I re-enter the room to tell them the restrictions imposed on them by authorities.
“The authorities won’t let you take him back to the tent. They have called the ambulance and he will be taken away. They assured us he will be buried appropriately according to Muslim practice. I’m sorry.”
The one woman stands up and walks right up to me. She starts yelling. Her eyes are on fire: demanding my attention, demanding that I look back her in the eyes and say that again. The translator can’t keep up with everything she’s saying, but it wasn’t needed, the tone of her voice said it all – a justified response.
Another woman interrupts the yelling woman and calms her down. She resigns herself the reality of the situation. She looks at me and speaks with me.

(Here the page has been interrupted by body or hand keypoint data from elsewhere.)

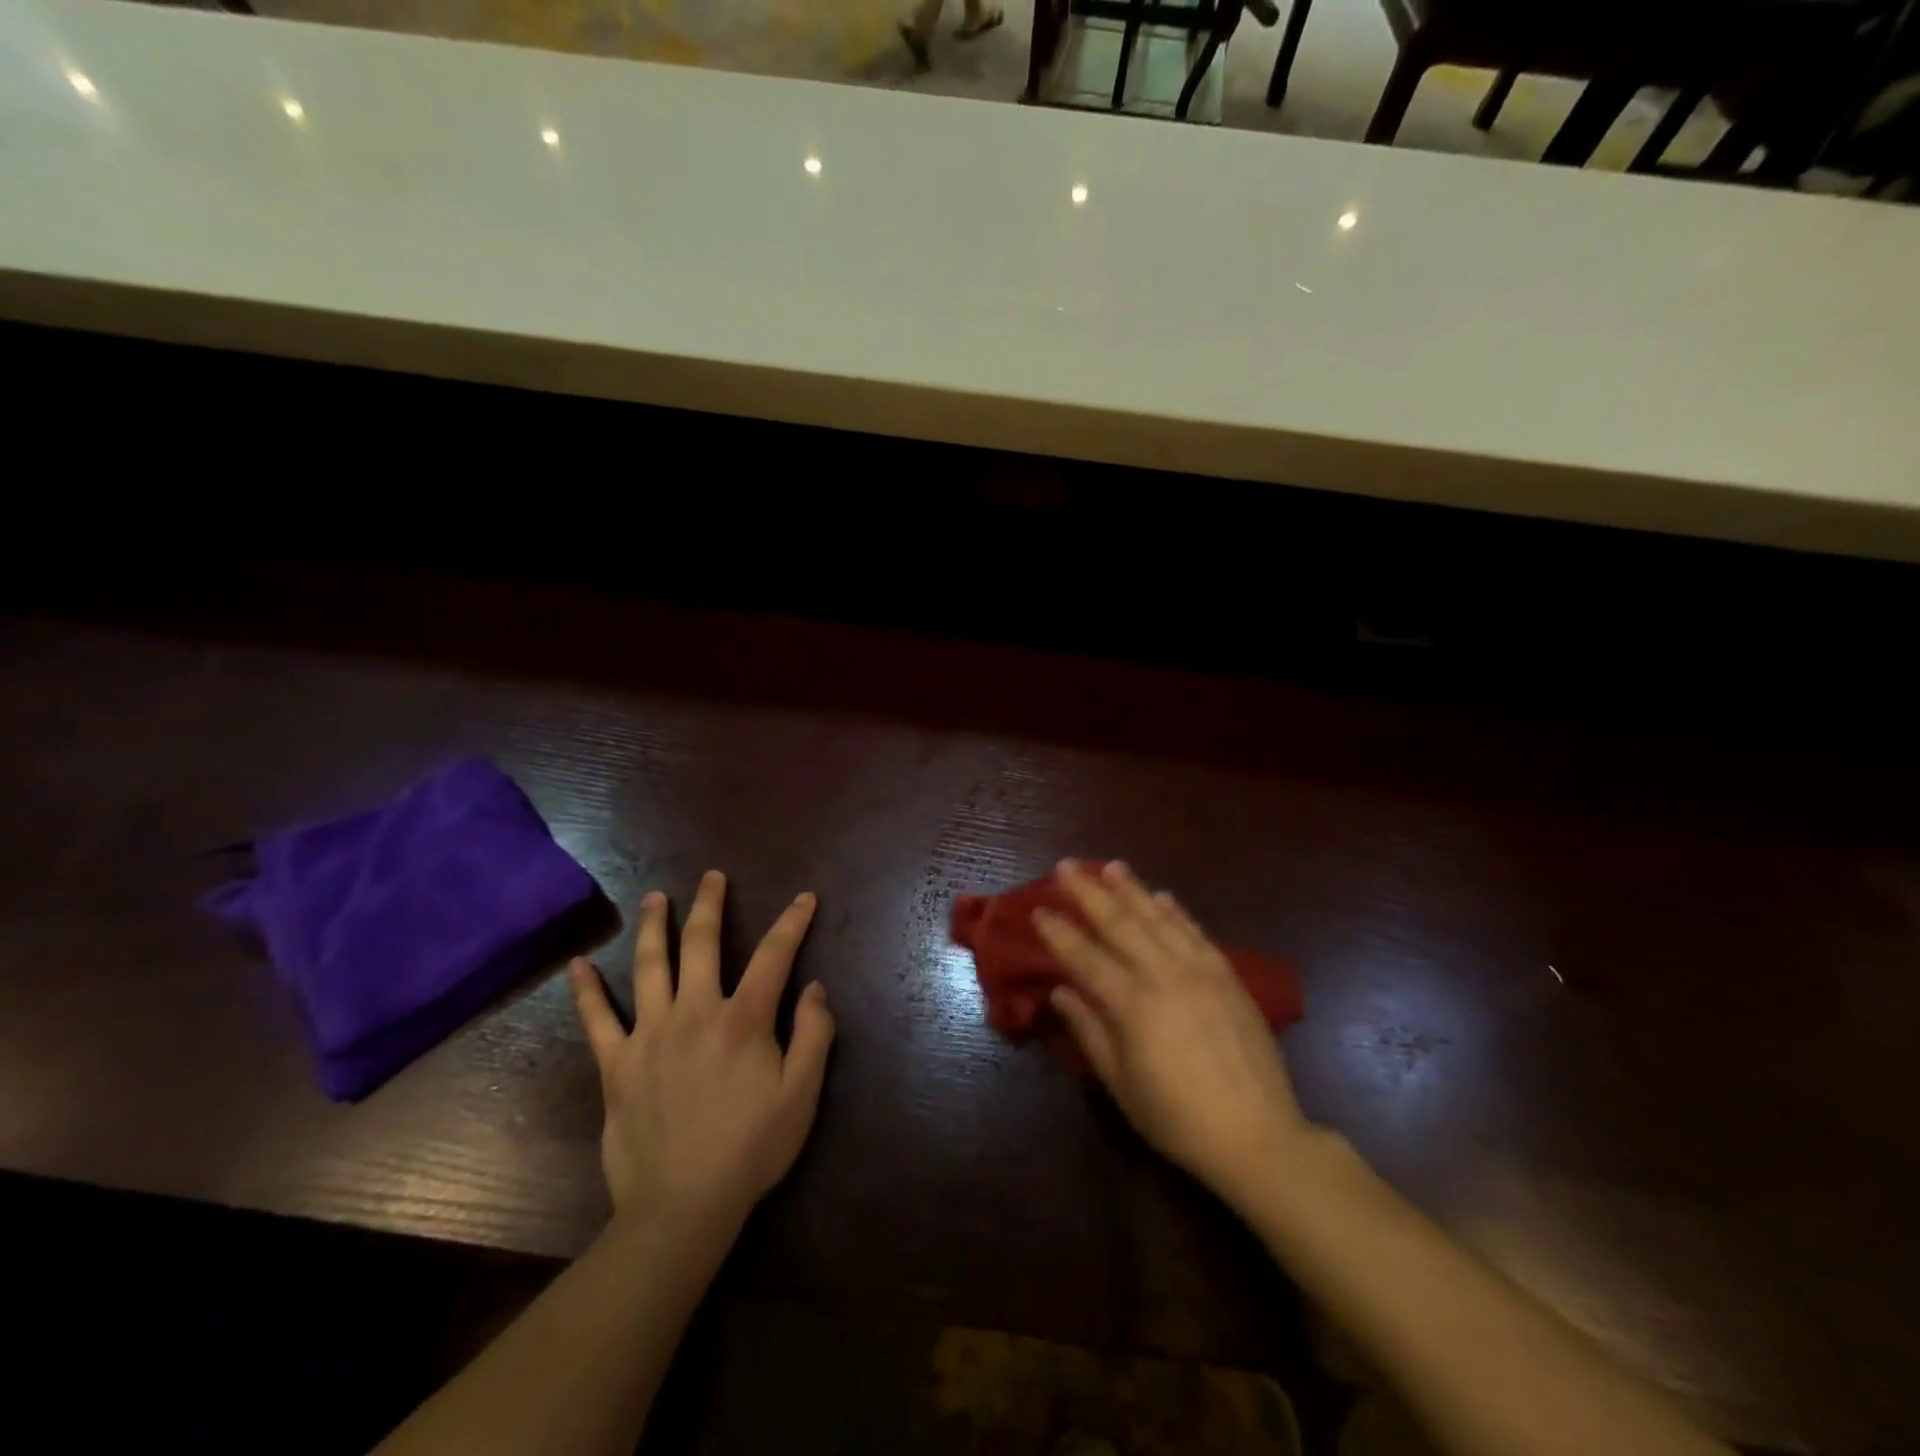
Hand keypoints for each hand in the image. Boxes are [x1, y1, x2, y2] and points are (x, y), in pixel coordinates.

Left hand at [570, 871, 835, 1235]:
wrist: (682, 1206)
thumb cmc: (751, 1148)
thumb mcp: (802, 1094)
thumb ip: (814, 1034)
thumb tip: (813, 986)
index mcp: (743, 1019)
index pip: (774, 955)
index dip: (792, 922)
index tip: (804, 897)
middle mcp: (695, 1012)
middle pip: (702, 943)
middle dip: (711, 905)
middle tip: (712, 877)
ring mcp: (650, 1034)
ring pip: (650, 966)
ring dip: (656, 926)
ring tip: (657, 897)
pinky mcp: (616, 1064)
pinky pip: (597, 1020)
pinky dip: (587, 991)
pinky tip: (580, 965)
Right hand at [1037, 860, 1310, 1202]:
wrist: (1259, 1136)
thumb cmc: (1178, 1119)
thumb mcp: (1121, 1084)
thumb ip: (1089, 1031)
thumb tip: (1061, 991)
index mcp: (1132, 1006)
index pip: (1085, 957)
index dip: (1059, 932)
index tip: (1038, 909)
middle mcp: (1164, 975)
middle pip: (1119, 923)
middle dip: (1088, 892)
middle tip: (1066, 866)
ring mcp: (1200, 971)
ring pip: (1158, 918)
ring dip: (1132, 889)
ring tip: (1110, 865)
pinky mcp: (1228, 976)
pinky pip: (1196, 932)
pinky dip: (1176, 911)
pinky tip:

“She wants to let her family see him before he goes.”
Yasmeen and I step out of the room and head to the gate. Behind the gate, there are about 20 women and a handful of children. It’s quiet. I walk up to the guards with Yasmeen. They are not acting in their usual proud manner, they’re subdued. The death of a child is tragic, even if they are effectively your prisoner. I tell them the situation. They agree to allow some family members in. The ambulance arrives at the same time.
I speak to the driver. “Can you give the family some time to be with the body? They’ll never get to see him again.” He agreed.
Yasmeen and I return to the waiting room and it’s back to its quietness from earlier the day. The occasional woman coming in and out of the room with the boy in it. All the staff have returned to their consultation rooms, even though there are no other patients.
Now we just wait. I pull out my laptop in an attempt to be productive, but just stare at the screen.
“They’re ready.” Yasmeen finally says.
I look up. The door is open, and a procession of women come out of the room heading to the gate. The mother comes out, holding her son in her arms. They removed the sheet, and presented his body for everyone to see.
I had not seen a funeral like this, but then again, what would I expect from such a setting where a mother can not decide fully how her son may be laid to rest.
She marches back to the gate. Yasmeen and I follow.
The mother announces, in a loud demanding voice, the arrival of her son. She commands the attention of the space around her. She marches by the closed gate, showing her son to the imprisoned witnesses. The women on the other side of the gate reach their arms out, whispering prayers. The guards keep their gaze down. Everyone obeys – a ritual performed for the first time – an ad hoc funeral. The mother pauses there for a moment. Let all who are there to see her son and what will happen to him. She then carried him to the ambulance.
We hear crying. The women are consoling each other.
About 5 minutes pass.
Then from behind the group of women on the other side of the gate, an elderly woman appears holding hands with a young girl, maybe 6 years old. The guards open the gate and let them in. This is the boy’s grandmother and his sister. They are met with the mother, and together walk to the ambulance. This morning they were all together, and now they have to say goodbye to their grandson, son, brother, rushed in the back of an ambulance.
A few moments later, the grandmother, sister and mother come out of the ambulance. They walk back through the gate.
The ambulance drives away.
The space is heavy, and one by one, the women return to their tents.
The next day I spent in the office. At the end of the day, a doctor colleague comes to tell me
“…it happened again today…”
“What do you mean…another child?”
“Yes… this time it was a water truck that hit a 7 year-old boy.”
The Annex camp is not a safe place for a child.